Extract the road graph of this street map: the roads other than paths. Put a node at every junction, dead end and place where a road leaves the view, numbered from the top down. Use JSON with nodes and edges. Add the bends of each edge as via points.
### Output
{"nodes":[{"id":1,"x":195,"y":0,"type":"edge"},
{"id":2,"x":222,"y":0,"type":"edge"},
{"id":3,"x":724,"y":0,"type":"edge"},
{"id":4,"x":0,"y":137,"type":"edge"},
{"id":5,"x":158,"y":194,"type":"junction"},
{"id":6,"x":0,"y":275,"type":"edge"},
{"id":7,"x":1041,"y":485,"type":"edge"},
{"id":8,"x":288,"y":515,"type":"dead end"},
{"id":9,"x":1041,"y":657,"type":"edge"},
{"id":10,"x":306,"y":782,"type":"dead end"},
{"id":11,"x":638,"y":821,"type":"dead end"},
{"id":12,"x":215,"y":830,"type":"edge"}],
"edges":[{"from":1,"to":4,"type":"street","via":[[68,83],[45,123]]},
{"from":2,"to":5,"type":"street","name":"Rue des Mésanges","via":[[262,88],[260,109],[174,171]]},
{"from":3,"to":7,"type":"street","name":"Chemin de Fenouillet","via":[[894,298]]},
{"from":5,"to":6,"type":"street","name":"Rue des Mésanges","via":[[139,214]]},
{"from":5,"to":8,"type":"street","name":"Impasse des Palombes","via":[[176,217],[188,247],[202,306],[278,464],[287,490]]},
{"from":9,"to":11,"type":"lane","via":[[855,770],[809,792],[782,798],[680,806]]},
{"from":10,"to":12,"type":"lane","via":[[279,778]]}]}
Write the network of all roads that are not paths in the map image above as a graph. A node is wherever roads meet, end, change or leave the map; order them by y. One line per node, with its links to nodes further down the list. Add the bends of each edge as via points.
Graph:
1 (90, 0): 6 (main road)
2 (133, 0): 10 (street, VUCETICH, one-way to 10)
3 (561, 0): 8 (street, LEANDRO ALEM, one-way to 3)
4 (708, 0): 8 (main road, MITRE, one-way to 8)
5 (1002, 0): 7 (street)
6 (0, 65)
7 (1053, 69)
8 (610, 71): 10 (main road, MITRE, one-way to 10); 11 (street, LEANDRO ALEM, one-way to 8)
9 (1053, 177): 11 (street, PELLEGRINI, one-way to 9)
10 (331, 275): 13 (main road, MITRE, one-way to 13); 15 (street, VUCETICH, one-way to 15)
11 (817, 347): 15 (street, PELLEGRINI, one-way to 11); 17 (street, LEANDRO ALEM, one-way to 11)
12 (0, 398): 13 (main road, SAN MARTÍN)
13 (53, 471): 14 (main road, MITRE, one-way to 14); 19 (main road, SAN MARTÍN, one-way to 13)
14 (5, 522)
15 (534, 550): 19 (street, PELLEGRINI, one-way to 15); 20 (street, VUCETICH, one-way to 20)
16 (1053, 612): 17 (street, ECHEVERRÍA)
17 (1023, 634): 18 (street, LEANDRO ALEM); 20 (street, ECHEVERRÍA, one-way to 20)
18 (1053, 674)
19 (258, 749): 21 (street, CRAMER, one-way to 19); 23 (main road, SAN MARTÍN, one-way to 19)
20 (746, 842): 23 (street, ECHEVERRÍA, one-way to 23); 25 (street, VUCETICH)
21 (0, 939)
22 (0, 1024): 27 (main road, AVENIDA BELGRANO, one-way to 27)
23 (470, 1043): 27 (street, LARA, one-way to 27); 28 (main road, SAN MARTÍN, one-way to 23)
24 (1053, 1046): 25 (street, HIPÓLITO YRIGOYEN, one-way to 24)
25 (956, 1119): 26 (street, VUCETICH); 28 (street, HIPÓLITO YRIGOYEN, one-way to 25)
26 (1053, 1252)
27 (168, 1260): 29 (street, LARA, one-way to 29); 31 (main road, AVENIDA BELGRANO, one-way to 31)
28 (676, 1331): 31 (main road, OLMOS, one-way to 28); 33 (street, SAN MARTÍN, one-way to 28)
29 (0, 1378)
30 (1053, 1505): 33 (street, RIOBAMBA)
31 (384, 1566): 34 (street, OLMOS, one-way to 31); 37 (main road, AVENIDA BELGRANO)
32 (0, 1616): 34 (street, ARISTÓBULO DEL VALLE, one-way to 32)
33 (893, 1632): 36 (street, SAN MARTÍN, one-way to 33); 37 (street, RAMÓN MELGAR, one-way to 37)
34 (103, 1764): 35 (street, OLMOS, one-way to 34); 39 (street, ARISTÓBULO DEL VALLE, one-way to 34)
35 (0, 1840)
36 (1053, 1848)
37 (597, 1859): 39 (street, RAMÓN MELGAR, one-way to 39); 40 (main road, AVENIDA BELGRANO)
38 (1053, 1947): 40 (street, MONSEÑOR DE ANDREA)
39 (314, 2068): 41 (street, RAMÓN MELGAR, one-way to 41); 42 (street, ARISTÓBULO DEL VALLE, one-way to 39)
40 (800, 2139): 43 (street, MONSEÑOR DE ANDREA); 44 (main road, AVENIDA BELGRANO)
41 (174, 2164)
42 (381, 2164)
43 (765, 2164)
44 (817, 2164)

____

*EXERCISE OBJECTIVE*
Restate the listing above in full, exactly.

*PROBLEM SOLUTION*
Extract the road graph of this street map: the roads other than paths. Put a node at every junction, dead end and place where a road leaves the view, numbered from the top down. Use JSON with nodes and edges. Add the bends of each edge as via points.
### Output
{"nodes":[{"id":1,"x":195,"y":0,"type":"edge"},
{"id":2,"x":222,"y":0,"type":"edge"},
{"id":3,"x":724,"y":0,"type":"edge"},
{"id":4,"x":0,"y":137,"type":"edge"},
{"id":5,"x":158,"y":194,"type":"junction"},
{"id":6,"x":0,"y":275,"type":"edge"},
{"id":7,"x":1041,"y":485,"type":"edge"},
{"id":8,"x":288,"y":515,"type":"dead end"},
{"id":9,"x":1041,"y":657,"type":"edge"},
{"id":10,"x":306,"y":782,"type":"dead end"},
{"id":11,"x":638,"y":821,"type":"dead end"},
{"id":12,"x":215,"y":830,"type":"edge"}],
"edges":[{"from":1,"to":4,"type":"street","via":[[68,83],[45,123]]},
{"from":2,"to":5,"type":"street","name":"Rue des Mésanges","via":[[262,88],[260,109],[174,171]]},
{"from":3,"to":7,"type":"street","name":"Chemin de Fenouillet","via":[[894,298]]},
{"from":5,"to":6,"type":"street","name":"Rue des Mésanges","via":[[139,214]]},
{"from":5,"to":8,"type":"street","name":"Impasse des Palombes","via":[[176,217],[188,247],[202,306],[278,464],[287,490]]},
{"from":9,"to":11,"type":"lane","via":[[855,770],[809,792],[782,798],[680,806]]},
{"from":10,"to":12,"type":"lane","via":[[279,778]]}]}
Write the network of all roads that are not paths in the map image above as a graph. A node is wherever roads meet, end, change or leave the map; order them by y. One line per node, with its links to nodes further down the list. Add the bends of each edge as via points.
Graph:
1 (90, 0): 6 (main road)
2 (133, 0): 10 (street, VUCETICH, one-way to 10)
3 (561, 0): 8 (street, LEANDRO ALEM, one-way to 3)
4 (708, 0): 8 (main road, MITRE, one-way to 8)
5 (1002, 0): 7 (street)
6 (0, 65)
7 (1053, 69)
8 (610, 71): 10 (main road, MITRE, one-way to 10); 11 (street, LEANDRO ALEM, one-way to 8)
9 (1053, 177): 11 (street, PELLEGRINI, one-way to 9)
10 (331, 275): 13 (main road, MITRE, one-way to 13); 15 (street, VUCETICH, one-way to 15)
11 (817, 347): 15 (street, PELLEGRINI, one-way to 11); 17 (street, LEANDRO ALEM, one-way to 11)
12 (0, 398): 13 (main road, SAN MARTÍN)
13 (53, 471): 14 (main road, MITRE, one-way to 14); 19 (main road, SAN MARTÍN, one-way to 13)
14 (5, 522)
15 (534, 550): 19 (street, PELLEGRINI, one-way to 15); 20 (street, VUCETICH, one-way to 20)
16 (1053, 612): 17 (street, ECHEVERRÍA)
17 (1023, 634): 18 (street, LEANDRO ALEM); 20 (street, ECHEVERRÍA, one-way to 20)
18 (1053, 674)
19 (258, 749): 21 (street, CRAMER, one-way to 19); 23 (main road, SAN MARTÍN, one-way to 19)
20 (746, 842): 23 (street, ECHEVERRÍA, one-way to 23); 25 (street, VUCETICH)
21 (0, 939)
22 (0, 1024): 27 (main road, AVENIDA BELGRANO, one-way to 27)
23 (470, 1043): 27 (street, LARA, one-way to 27); 28 (main road, SAN MARTÍN, one-way to 23)
24 (1053, 1046): 25 (street, HIPÓLITO YRIGOYEN, one-way to 24)
25 (956, 1119): 26 (street, VUCETICH); 28 (street, HIPÓLITO YRIGOYEN, one-way to 25)
26 (1053, 1252)
27 (168, 1260): 29 (street, LARA, one-way to 29); 31 (main road, AVENIDA BELGRANO, one-way to 31)
28 (676, 1331): 31 (main road, OLMOS, one-way to 28); 33 (street, SAN MARTÍN, one-way to 28)
29 (0, 1378)
30 (1053, 1505): 33 (street, RIOBAMBA)
31 (384, 1566): 34 (street, OLMOS, one-way to 31); 37 (main road, AVENIDA BELGRANO)
32 (0, 1616): 34 (street, ARISTÓBULO DEL VALLE, one-way to 32)
33 (893, 1632): 36 (street, SAN MARTÍN, one-way to 33); 37 (street, RAMÓN MELGAR, one-way to 37)
34 (103, 1764): 35 (street, OLMOS, one-way to 34); 39 (street, ARISTÓBULO DEL VALLE, one-way to 34)
35 (0, 1840)
36 (1053, 1848)
37 (597, 1859): 39 (street, RAMÓN MELGAR, one-way to 39); 40 (main road, AVENIDA BELGRANO)
38 (1053, 1947): 40 (street, MONSEÑOR DE ANDREA)
39 (314, 2068): 41 (street, RAMÓN MELGAR, one-way to 41); 42 (street, ARISTÓBULO DEL VALLE, one-way to 39)
40 (800, 2139): 43 (street, MONSEÑOR DE ANDREA); 44 (main road, AVENIDA BELGRANO)
41 (174, 2164)
42 (381, 2164)
43 (765, 2164)
44 (817, 2164)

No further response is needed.